Trucking News: Hendrickson Truck Lines blames weak freight market, bad lease deal for latest bankruptcy woes

Mike

Well-Known Member
Staff member
Family-owned Hendrickson Truck Lines Inc. of Sacramento, California, recently filed for bankruptcy protection, citing a soft freight market, loss of two key customers and a bad truck leasing agreement.

In its filing with the U.S. District Court for the Eastern District of California, it listed assets and liabilities as being between $10 million and $50 million.

Robert Destfino, vice president of sales of Hendrickson, declined to comment about the company’s recent bankruptcy filing when contacted by FreightWaves.

The carrier, which operates in 10 western states, lists up to 49 creditors.

The carrier has about 90 trucks and 97 drivers, according to the Federal Motor Carrier Safety Administration SAFER website.

 

ironpony

Professional Pot-Stirrer
Supporter
Bullshit. There's too many available trucks, that's why rates have been slow this year. More than once this year, there has been many more available trucks than loads, especially in the dry van sector over weekends.

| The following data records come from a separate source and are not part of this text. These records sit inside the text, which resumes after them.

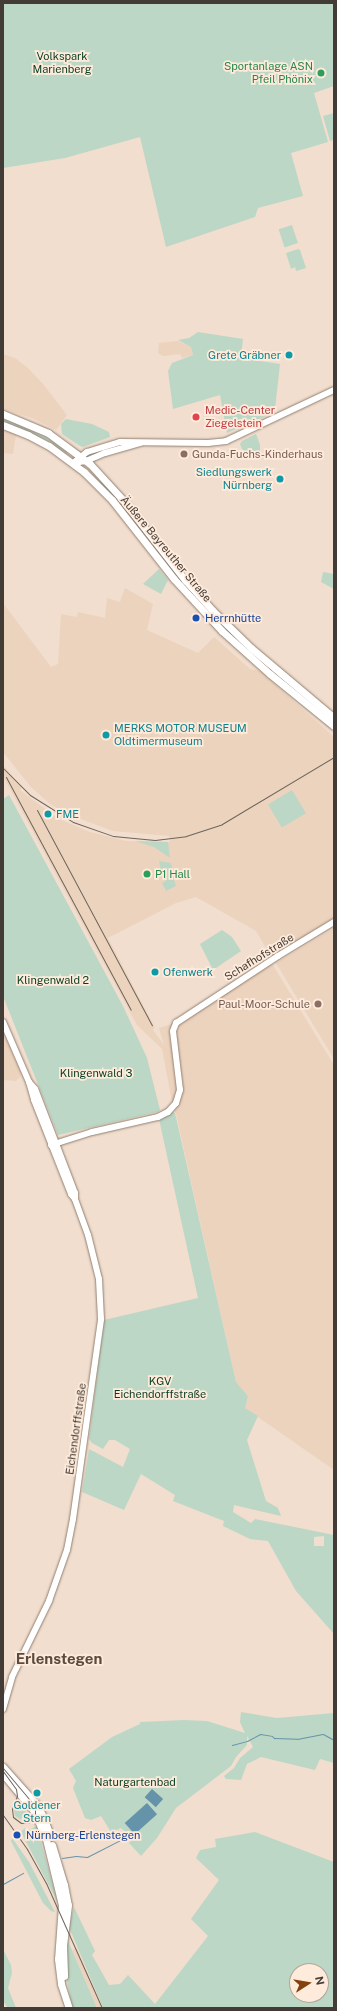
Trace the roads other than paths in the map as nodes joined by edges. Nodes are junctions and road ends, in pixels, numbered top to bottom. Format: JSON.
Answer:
{"nodes":[{"id":1,"x":334,"y":390,"type":"edge"},
{"id":2,"x":3,"y":414,"type":"edge"},
{"id":3,"x":3,"y":425,"type":"edge"},
{"id":4,"x":144,"y":442,"type":"junction"},
{"id":5,"x":80,"y":456,"type":"junction"},
{"id":6,"x":86,"y":461,"type":"junction"},
{"id":7,"x":73,"y":463,"type":"junction"},
{"id":8,"x":106,"y":480,"type":"junction"},
{"id":9,"x":99,"y":487,"type":"junction"},
{"id":10,"x":334,"y":718,"type":"edge"},
{"id":11,"x":334,"y":726,"type":"edge"},
{"id":12,"x":334,"y":922,"type":"edge"},
{"id":13,"x":3,"y":1022,"type":"edge"},
{"id":14,"x":29,"y":1082,"type":"junction"},
{"id":15,"x":54,"y":1144,"type":"junction"},
{"id":16,"x":3,"y":1709,"type":"edge"},
{"id":17,"x":3,"y":1767,"type":"edge"},
{"id":18,"x":3,"y":1774,"type":"edge"},
{"id":19,"x":52,"y":1851,"type":"junction"},
{"id":20,"x":69,"y":2008,"type":"edge"}],
"edges":[{"from":1,"to":4,"type":"street"},
{"from":2,"to":5,"type":"main road","name":"Äußere Bayreuther Straße"},
{"from":3,"to":7,"type":"main road","name":"Äußere Bayreuther Straße"},
{"from":4,"to":5,"type":"street"},
{"from":4,"to":6,"type":"street"},
{"from":5,"to":6,"type":"main road","name":"Äußere Bayreuther Straße"},
{"from":5,"to":7,"type":"street"},
{"from":6,"to":7,"type":"street"},
{"from":6,"to":8,"type":"main road","name":"Äußere Bayreuther Straße"},
{"from":7,"to":9,"type":"main road","name":"Äußere Bayreuther Straße"},
{"from":8,"to":9,"type":"main road"},
{"from":8,"to":10,"type":"main road","name":"Äußere Bayreuther Straße"},
{"from":9,"to":11,"type":"main road","name":"Äußere Bayreuther Straße"},
{"from":12,"to":15,"type":"street","name":"Schafhofstraße"},
{"from":13,"to":14,"type":"street"},
{"from":14,"to":15,"type":"street","name":"Eichendorffstraße"},
{"from":14,"to":15,"type":"street","name":"Eichendorffstraße"},
{"from":15,"to":16,"type":"street","name":"Eichendorffstraße"},
{"from":17,"to":19,"type":"main road"},
{"from":18,"to":19,"type":"main road"},
{"from":19,"to":20,"type":"main road"}]}
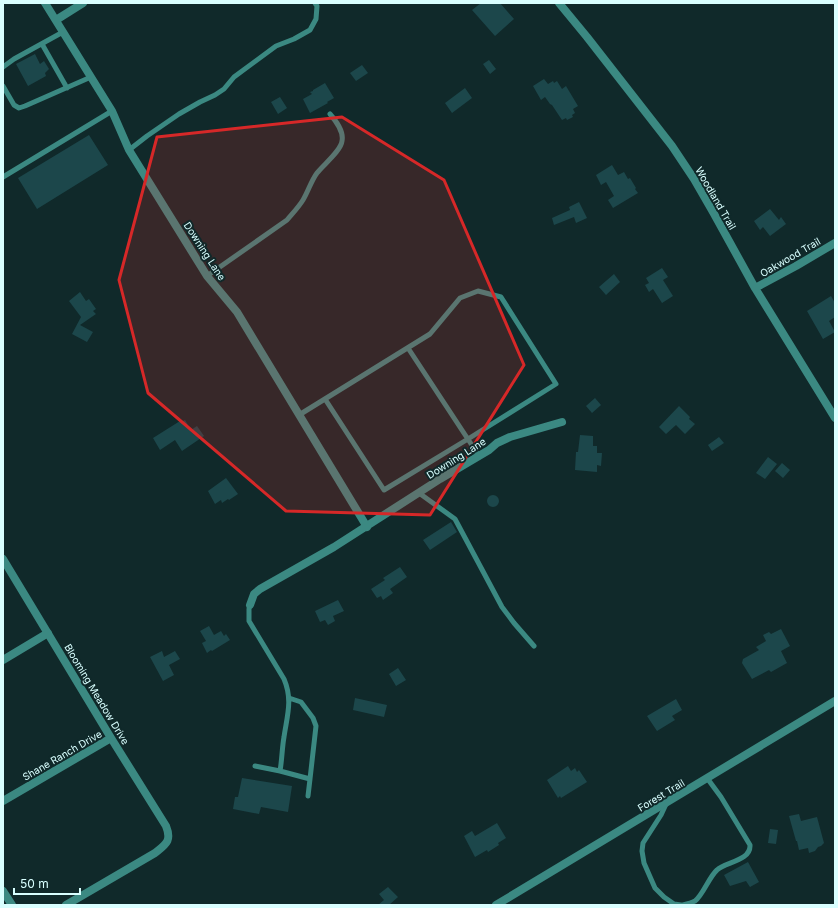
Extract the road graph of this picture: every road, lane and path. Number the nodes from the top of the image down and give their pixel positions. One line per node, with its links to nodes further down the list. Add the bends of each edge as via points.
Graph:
1 (45, 3): 5 (street, Downing Lane)
2 (83, 3): 5 (street)
3 (315, 3): 14 (lane, via 316,19 310,30 276,46 234,77 224,89 173,118)
4 (559, 3): 18 (street, Woodland Trail, via 672,146 694,179)
5 (56, 20): 6 (street, Downing Lane)
6 (63, 32): 7 (lane); 9 (street, Downing Lane)
7 (42, 44): 8 (lane); 11 (lane)
8 (3, 67)
9 (91, 77): 11 (lane); 12 (street, Downing Lane)
10 (3, 86): 11 (lane, via 14,105 19,108)
11 (67, 88)
12 (112, 111): 14 (street, Downing Lane); 15 (lane)
13 (330, 114): 17 (lane, via 338,123 342,143 317,173 296,210 287,220)
14 (129, 150): 17 (street, Downing Lane)
15 (3, 177)
16 (835, 243): 18 (street, Oakwood Trail)
17 (207, 276): 21 (street, Downing Lane, via 236,312)
18 (755, 288): 22 (street, Woodland Trail)
19 (408, 348): 20 (lane); 24 (lane); 24 (lane, via 430,334 460,298 478,291 501,297 556,384)
20 (325, 399): 21 (lane); 24 (lane, via 384,490)
21 (299, 415): 27 (street, Downing Lane)
22 (835, 418)
23 (562, 422): 25 (street, Downing Lane, via 510,437)
24 (468, 439): 25 (lane)
25 (479, 456): 26 (street, Downing Lane)
26 (419, 493): 27 (street, Downing Lane); 31 (lane, via 455,518 502,607)
27 (367, 526): 29 (street, Downing Lane, via 260,589 254,594)
28 (3, 559): 30 (street, Blooming Meadow Drive)
29 (250, 605): 33 (lane, via 249,621 284,679)
30 (48, 633): 32 (street); 35 (street, Blooming Meadow Drive)
31 (534, 646)
32 (3, 660)
33 (289, 698): 37 (lane); 39 (lane, via 301,702 316,726)
34 (835, 701): 38 (street, Forest Trail)
35 (111, 738): 41 (street, Shane Ranch Drive); 45 (street, Blooming Meadow Drive, via 166,826 168,840 155,852)
36 (255, 766): 37 (lane)
37 (280, 771): 39 (lane)
38 (707, 778): 42 (street, Forest Trail); 47 (lane, via 750,848 742,858 718,869 696,900)
39 (310, 779): 40 (lane)
40 (308, 796)
41 (3, 801)
42 (667, 802): 46 (street, Forest Trail); 47 (lane, via 643,843 642,851 644,863 655,888 674,904)
43 (3, 891): 44 (street)
44 (12, 905)
45 (66, 905)
46 (496, 905)
47 (682, 905)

That's drivers sitting on their backsides.
 

Mike

Well-Known Member
Staff member
Bullshit. There's too many available trucks, that's why rates have been slow this year. More than once this year, there has been many more available trucks than loads, especially in the dry van sector over weekends.

That's drivers sitting on their backsides.
Yet I always have access to plenty of loads.
At 2018 rates? No.
At 2017 or better rates? Yes.
 

ironpony

Professional Pot-Stirrer
Supporter
Yet I always have access to plenty of loads.
At 2018 rates? No.
At 2017 or better rates? Yes.
Depends how you structure your business. I've had trouble around the weekends if I don't book ahead, and freight in the SE and Gulf states was pretty sparse this spring unless you pulled for crap rates. Do you know Chad Boblett? He's made mention that there were a number of times this year when posted trucks outnumbered loads by a wide margin.

And yet there are always loads... not necessarily good loads. I've found myself pointing out to brokers quite a bit this year that under their terms, the freight they were offering would rot on the dock before it would ever touch my wagon.
 

Mike

Well-Known Member
Staff member
Depends how you structure your business. I've had trouble around the weekends if I don't book ahead, and freight in the SE and Gulf states was pretty sparse this spring unless you pulled for crap rates. Do you know Chad Boblett? He's made mention that there were a number of times this year when posted trucks outnumbered loads by a wide margin.

And yet there are always loads... not necessarily good loads. I've found myself pointing out to brokers quite a bit this year that under their terms, the freight they were offering would rot on the dock before it would ever touch my wagon.
Having more trucks than loads nationwide has happened often. Due to more trucks being out here this year thanks to the good rates last year.

That said, the key to that is paying attention to the market and knowing where to be and when. I live in Arkansas, but you will rarely catch me South if interstate 40 unless I am doing intrastate stuff. Notoriously cheap rates and constantly overrun with trucks. That was even the case in a great market last year.

Dealing with weekend freight, I make a point of not emptying in a weak market for this unless I am able to book a load out at the same time. Very few places I will end up with the intention of running weekend freight. It needs to really be a long load for me in most cases that picked up on Friday and delivers Monday or Tuesday because dealing with anything on the weekend in any market is a recipe for disaster. I have one local shipper I load out from on Sundays, but only because it is close to home, gets me a jumpstart on the week, and if it goes bad, I can go home.
 

Electric Chicken

Jock
Supporter
Everyone wants to run the warm, easy roads.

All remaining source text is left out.